Suatu ketika ada orang tua yang protes pada kepala sekolahnya: “Mengapa engkau membuat satu kelas anak-anak yang tidak mampu dan mampu sama? Seharusnya anak-anak yang tidak mampu tidak memakai AC.”
Kepala sekolah itu menjawab: “Oh... itu orang dunia yang membedakan. Tuhan tidak memberikan perbedaan, Tuhan mau anak-anak yang tidak mampu itu juga merasakan bagaimana bersekolah dengan AC.”
Suatu saat anak-anak di kelas 6 mengadakan out bound – dari pos pertama sampai pos terakhir harus ditempuh selama 3 jam, tiap berjalan ½ jam ada pos untuk mengambil kue dan minuman.
Anak-anak orang kaya: jalan 10 menit sudah mengeluh, tidak ada sukacita. Sehingga waktu 3 jam yang ditentukan, ditempuhnya lebih dari 4 jam – tidak kuat menghadapi badai sehingga cengeng.
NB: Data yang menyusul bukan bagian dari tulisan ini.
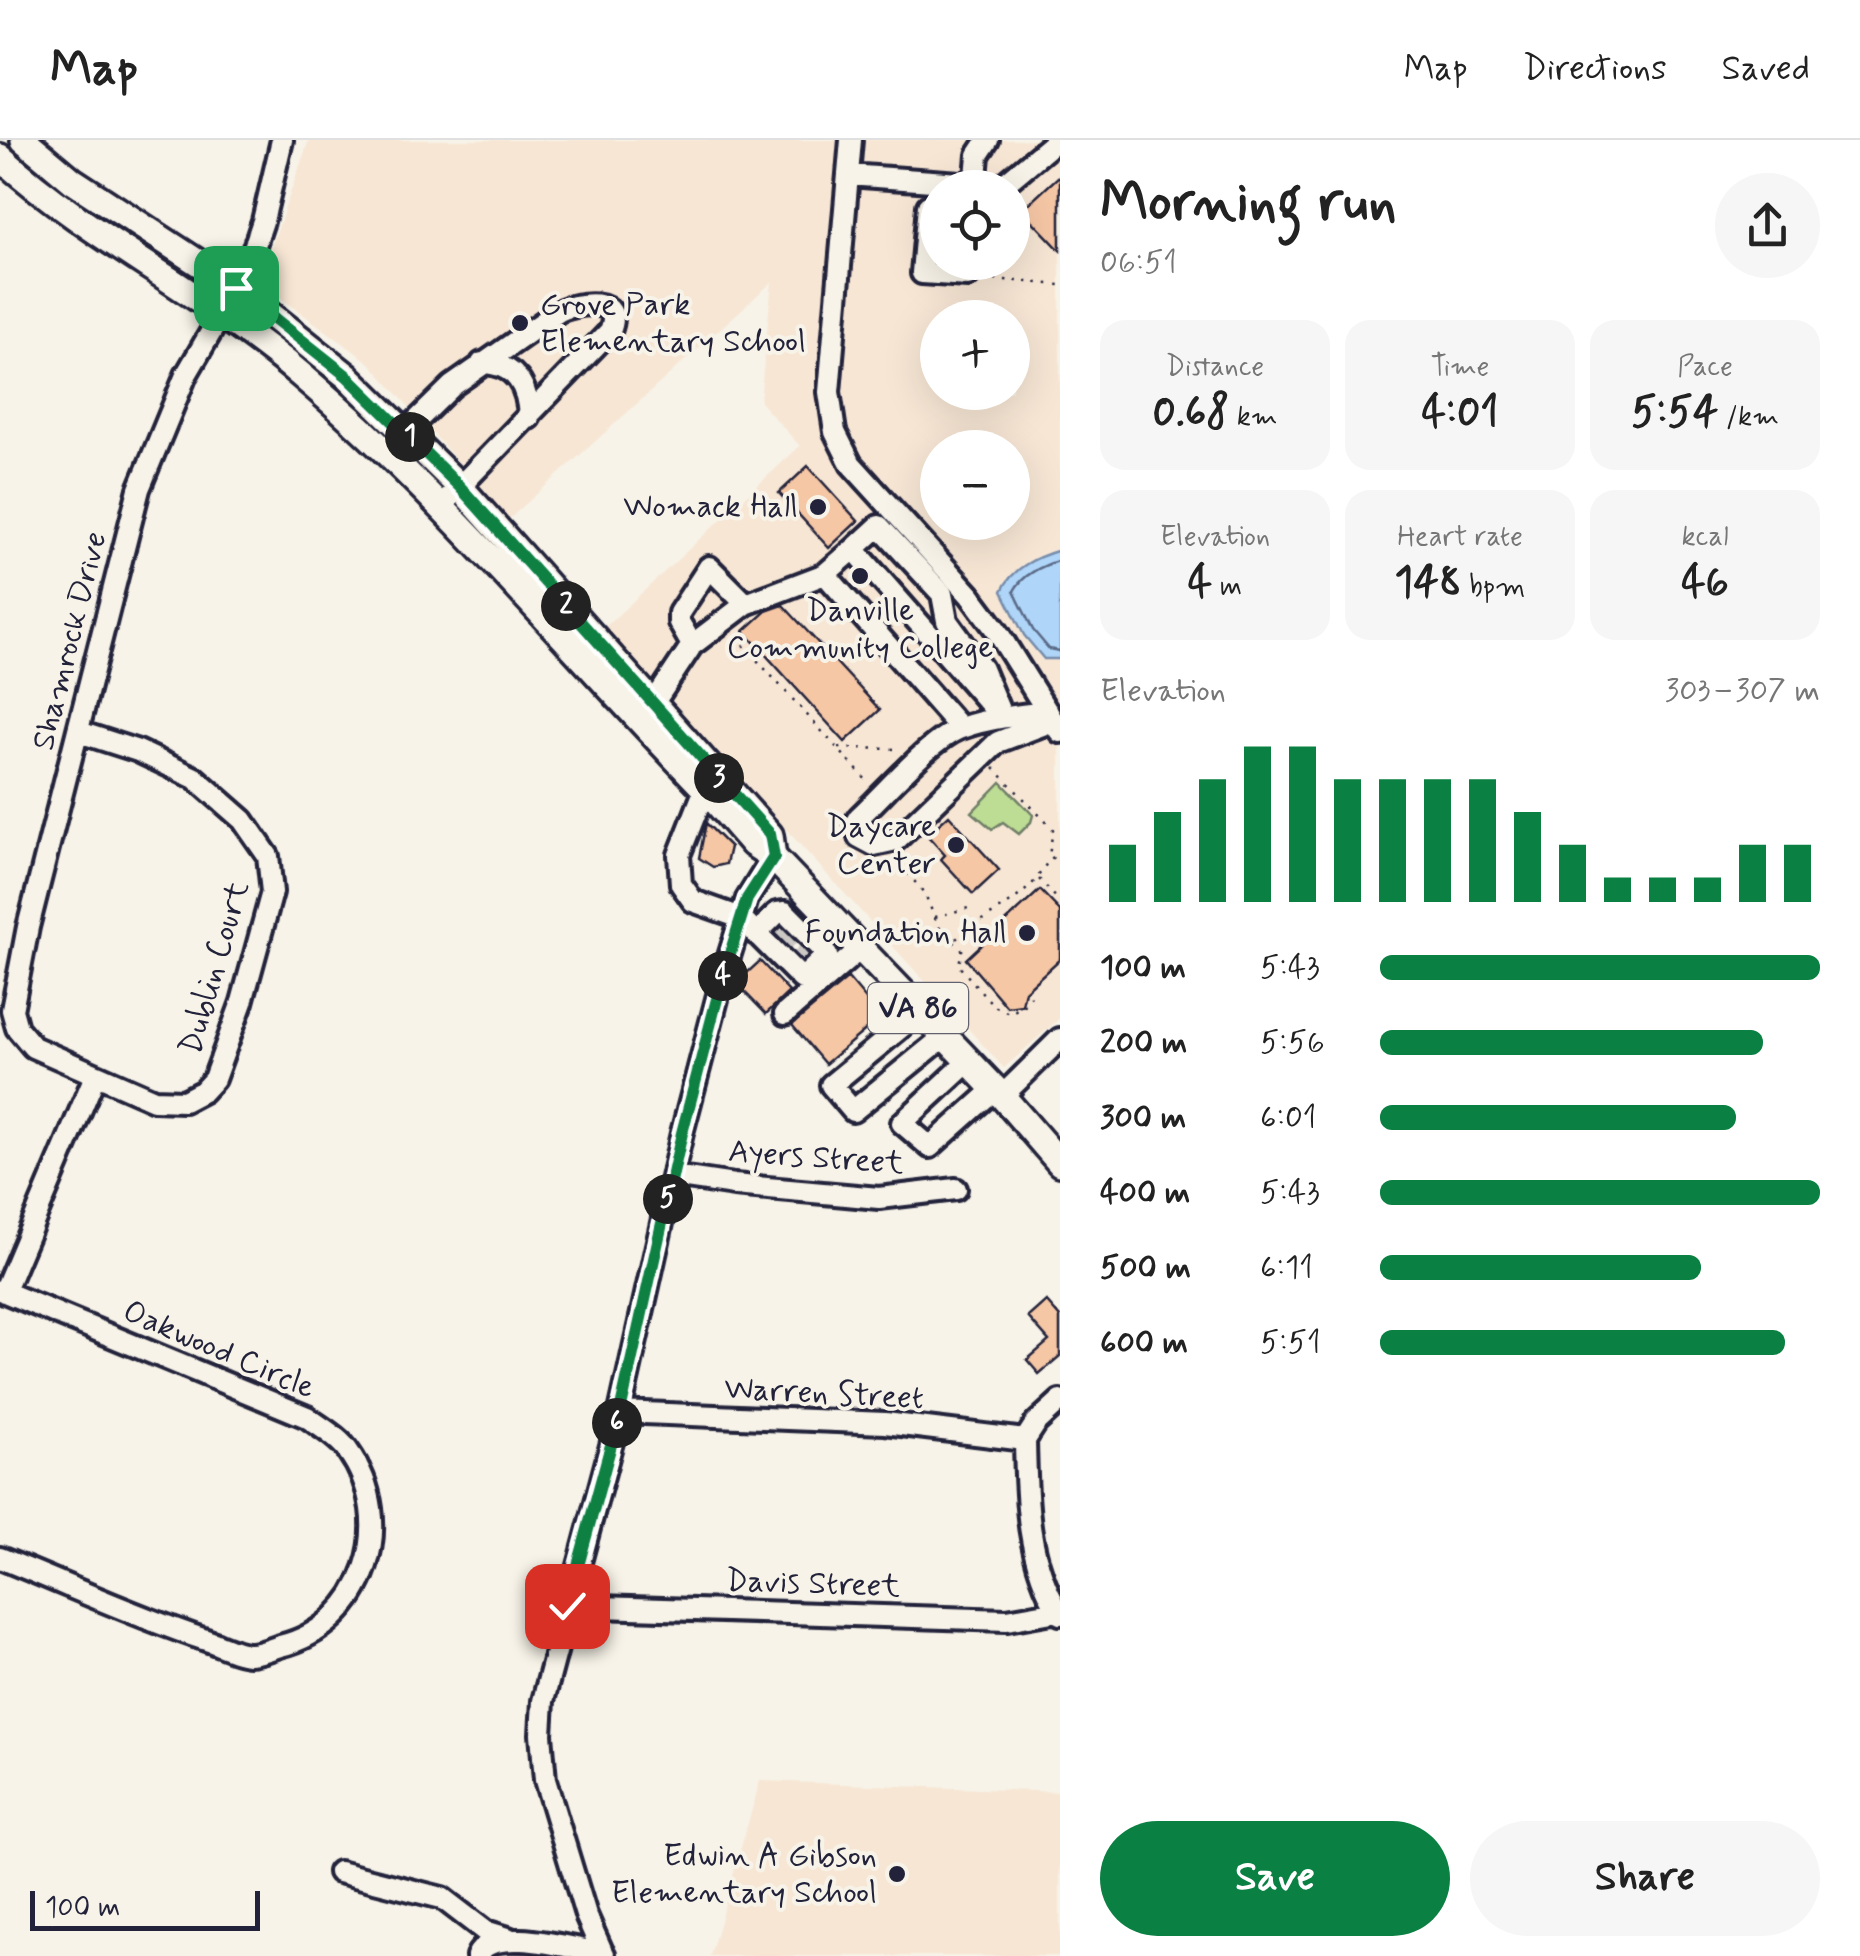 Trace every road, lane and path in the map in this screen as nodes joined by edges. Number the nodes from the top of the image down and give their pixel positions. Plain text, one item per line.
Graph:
1 (24, 140) edge
2 (282, 140) edge
3 (851, 140) edge
4 (988, 140) edge
5 (1057, 140) edge
6 (0, 157) edge
7 (977, 170) edge
8 (1021, 170) edge
9 (848, 175) junction
10 (920, 182) edge
11 (996, 280) edge
12 (1060, 286) edge
13 (236, 288) junction
14 (221, 313) junction
15 (482, 363) junction
16 (529, 418) junction
17 (405, 432) junction
18 (386, 451) junction
19 (460, 487) junction
20 (440, 507) junction
21 (854, 549) junction
22 (824, 574) junction
23 (746, 604) junction
24 (732, 632) dead end
25 (692, 645) junction
26 (653, 704) junction
27 (1002, 718) junction
28 (1054, 722) edge
29 (960, 728) junction
30 (78, 732) junction
31 (910, 746) dead end
32 (838, 748) junction
33 (983, 756) junction
34 (705, 788) junction
35 (888, 789) junction
36 (884, 845) junction
37 (1060, 855) edge
38 (774, 857) junction
39 (1049, 858) junction
40 (1038, 878) junction
41 (1060, 902) edge
42 (972, 907) dead end
43 (934, 917) junction
44 (741, 918) junction
45 (832, 918) junction
46 (756, 934) junction
47 (954, 942) junction
48 (797, 946) junction
49 (861, 948) junction
50 (1032, 996) dead end
51 (920, 1011) junction
52 (785, 1014) dead end
53 (945, 1036) junction
54 (1060, 1038) edge
55 (921, 1056) junction
56 (969, 1061) junction
57 (95, 1076) junction
58 (945, 1083) junction
59 (999, 1092) junction
60 (1060, 1163) edge
61 (673, 1176) junction
62 (956, 1189) dead end
63 (2, 1291) edge
64 (1060, 1401) edge
65 (620, 1412) junction
66 (1025, 1440) junction
67 (0, 1558) edge
68 (567, 1606) junction
69 (1059, 1613) edge
70 (339, 1872) dead end
71 (508, 1938) junction
72 (604, 1955) edge
73 (476, 1956) edge

1 - 13 main road, VA 86
2 - 13 street, Shamrock Drive
3 - 9 street
4 - 7 street
5 - 8 street
6 - 14 main road, VA 86
9 - 10 street
9 - 28 street
11 - 12 path
13 - 14 street, Shamrock Drive
13 - 17 main road, VA 86
14 - 18 main road, VA 86
14 - 30 street, Shamrock Drive
15 - 16 street
15 - 16 street
15 - 17 street
16 - 19 street
17 - 18 street
17 - 19 main road, VA 86
18 - 20 main road, VA 86
19 - 20 street
19 - 26 main road, VA 86
20 - 34 main road, VA 86
21 - 22 street
21 - 27 street
21 - 27 street
22 - 23 street
22 - 29 street
23 - 25 street
23 - 25 street
24 - 32 path
25 - 26 street
26 - 38 main road, VA 86
27 - 28 street
27 - 29 street
28 - 33 street
29 - 35 street
30 - 57 street, Shamrock Drive
30 - 57 street, Dublin Court
31 - 32 path
32 - 35 path
33 - 36 street
33 - 39 path
34 - 38 main road, VA 86
34 - 44 street
35 - 36 street
36 - 43 path
37 - 39 path
38 - 44 street
38 - 45 main road, VA 86
39 - 40 path
40 - 41 path
40 - 47 path
42 - 43 path
43 - 47 path
44 - 46 street
44 - 61 street
45 - 48 street
45 - 49 main road, VA 86
46 - 48 street
46 - 48 street
47 - 50 path
49 - 51 main road, VA 86
49 - 52 street
51 - 53 main road, VA 86
51 - 55 street
53 - 55 street
53 - 56 main road, VA 86
54 - 59 street
55 - 58 street
56 - 58 street
56 - 59 main road, VA 86
57 - 63 street
58 - 59 street
59 - 60 main road, VA 86
61 - 62 street, Ayers Street
61 - 65 street
63 - 67 street, Oakwood Circle
64 - 66 street
65 - 66 street, Warren Street
65 - 68 street
66 - 69 street
68 - 69 street, Davis Street
68 - 72 street
70 - 71 street
71 - 72 street
71 - 73 street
Anak-anak pemulung/anak kondektur bis/anak yang biasa menderita: tidak jalan tetapi berlari dan tertawa. Sampai di pos ambil kue dan minuman lalu lari lagi sambil tertawa. Waktu yang ditentukan 3 jam hanya ditempuh mereka dalam waktu 1 ½ jam. Di pos terakhir mereka berteriak-teriak: “Yes... kita menang.”
Kisah ini membuktikan bahwa penderitaan membuat orang memiliki ketahanan/kekuatan dan mampu bersyukur kepada Tuhan.
(Sumber: Warta KPI TL No. 39/VII/2007; Renungan KPI TL Tgl 14 Juni 2007 & 12 Juli 2007, Dra Yovita Baskoro, MM).